PUBLISHED 09 MAY 2014  04:26



 

Currency is the form of exchange that has become the world standard since the Colonial Era, but developed during the dark ages.
Evrything that has gone before us, and every war or stolen siege has been under the influence of 'Money'. The collection of Money has aided so many homocides, suicides and the sacking of so many Ancient Empires. 

Can we learn from the past and see the lessons that are to be learned from these past atrosities and insults on human life?
 
[Source : http://livinghistory.co.uk/homepages/grunalmoneta/history.html].
The earliest accredited coins were made in he 7th century BC in Lydia (congruent with Turkey's modern provinces of Izmir and Manisa).
These were small blobs of electrum, (a naturally occurring alloy of gold and silver), and were decorated on one side only with the forepart of a bull, a lion or both; later a secondary design was added to the reverse. These images were impressed on the alloy by using a simple punch hit with a hammer.

Although these early coins were basic the benefits to trade were obvious, and the idea quickly spread from the kingdom of Lydia
throughout Greece and then to the Roman world and Europe.

In Britain the first coins were produced in about 100 BC. The early struck coins were copied from gold staters of Philip II of Macedon. Some of these earliest British coins were cast in an alloy of bronze and tin known as Potin, but this method only lasted a few years when they were replaced by die struck coins. The cast coins were produced by the Durotrigian tribe in the west country and by the tribes living along the
Thames valley. Different types of coin in gold, silver, bronze and potin were made by many of the Celtic tribes of Britain.

The Roman administration of Britain soon put a stop to the production of coins by the local tribes and imported Roman imperial coinage from the continent. The first Roman coin struck in Britain was issued by the Emperor Antoninus Pius in 155 AD. British coins continued to be issued by subsequent Roman emperors until possibly the reign of Magnus Maximus, 383 - 388 AD. As the Roman administration in Britain came to an end in 410, no further official British coinage was produced until about 620 AD. But at some time during the period 300 AD onwards crude copies of Roman coins, known today as barbarous radiates, were produced in great quantities.

Following the upheavals and collapse of Roman administration and the invasion and settlement of England by the Anglo-Saxons, coinage once again began to be produced in England in the form of gold thrymsas and silver sceats from 620 -765. However from 765 - 900 the production of sceats was confined to Northumbria where they became progressively debased from silver to small bronze coins known today as Stycas.

The penny was introduced in 765 AD and became the standard coin in England until 1279. The first round halfpenny was made around the year 883 and continued in production almost continually until 973 when, after the currency reform carried out by King Edgar, any halfpence required were made by cutting a penny in half.

The Viking king Guthram copied coins of Alfred the Great and established Viking coin production in the Danelaw - that part of England which was under Viking rule.
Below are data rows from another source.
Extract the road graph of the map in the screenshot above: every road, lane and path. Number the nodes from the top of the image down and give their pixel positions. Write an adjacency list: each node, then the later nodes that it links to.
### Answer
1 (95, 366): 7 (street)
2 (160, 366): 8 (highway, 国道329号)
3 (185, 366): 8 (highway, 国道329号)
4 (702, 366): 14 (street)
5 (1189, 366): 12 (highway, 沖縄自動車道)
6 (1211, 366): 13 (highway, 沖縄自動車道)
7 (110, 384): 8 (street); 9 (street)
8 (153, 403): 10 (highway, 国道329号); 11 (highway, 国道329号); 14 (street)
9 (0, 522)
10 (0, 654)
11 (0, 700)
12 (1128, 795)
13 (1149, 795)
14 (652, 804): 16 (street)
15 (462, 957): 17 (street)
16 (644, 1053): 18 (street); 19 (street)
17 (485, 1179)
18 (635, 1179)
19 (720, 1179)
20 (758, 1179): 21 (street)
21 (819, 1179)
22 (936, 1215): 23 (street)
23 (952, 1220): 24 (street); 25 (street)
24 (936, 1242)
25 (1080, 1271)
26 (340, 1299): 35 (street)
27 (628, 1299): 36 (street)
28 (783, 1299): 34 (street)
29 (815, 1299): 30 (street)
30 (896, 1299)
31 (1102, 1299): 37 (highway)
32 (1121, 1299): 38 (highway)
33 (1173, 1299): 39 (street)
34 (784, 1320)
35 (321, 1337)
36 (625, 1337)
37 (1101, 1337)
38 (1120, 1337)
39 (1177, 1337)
The Vikings introduced the concept of the manufacture of coinage into Ireland around the year 1000 and then from there into the Isle of Man.

Anglo-Saxon coins were produced from just a small number of mints in the time of King Alfred. This was to increase gradually. In 973 King Edgar reformed the currency, producing only the silver penny with the king's head on one side (the obverse) and a cross on the reverse. It was from this time that the practice of cutting coins into halves and quarters began, using the cross on the reverse as a guide. By law, from this time, the mint signature and the name of the moneyer had to appear on every coin - previously this was at the discretion of the individual moneyers who made their own dies. The process of die cutting now became centralised and dies were sent out to the individual mints from a central die-cutting workshop. Later, five regional centres were established. By the reign of Aethelred II (978 - 1016) mints could be found in up to 90 different towns and cities.

The Norman conquest initially had no effect on the number of mints and moneyers producing coins, though towards the end of the reign of William I some new mints were established in Wales. The number of mints declined gradually during the period between the reigns of Henry I and Henry III (from 1100 to 1272), by the end of whose reign only 4 mints were operating.

Edward I reformed the mints and coins radically in 1279, putting all the mints under the control of one new official: The Master of the Mints. This position was filled by Sir William de Turnemire. During the reign of Edward I many old mints, and some new re-opened, allbeit briefly, to flood the country with the new coinage. In addition to the penny, round halfpence and farthings were stuck in great numbers to negate the old practice of cutting the coins into halves and quarters and the practice fell, very quickly, into decline. A new denomination of 4d was introduced, the groat or 'great piece'. This was the largest silver denomination produced in England until the introduction of the silver testoon or shilling in the reign of Henry VII. New die cutters were employed from the continent and a new style of coinage was produced, known as the Stirling issue, one that was to remain virtually unchanged until the Tudors. [Source : http://www.livinghistory.co.uk/homepages/grunalmoneta/history.html].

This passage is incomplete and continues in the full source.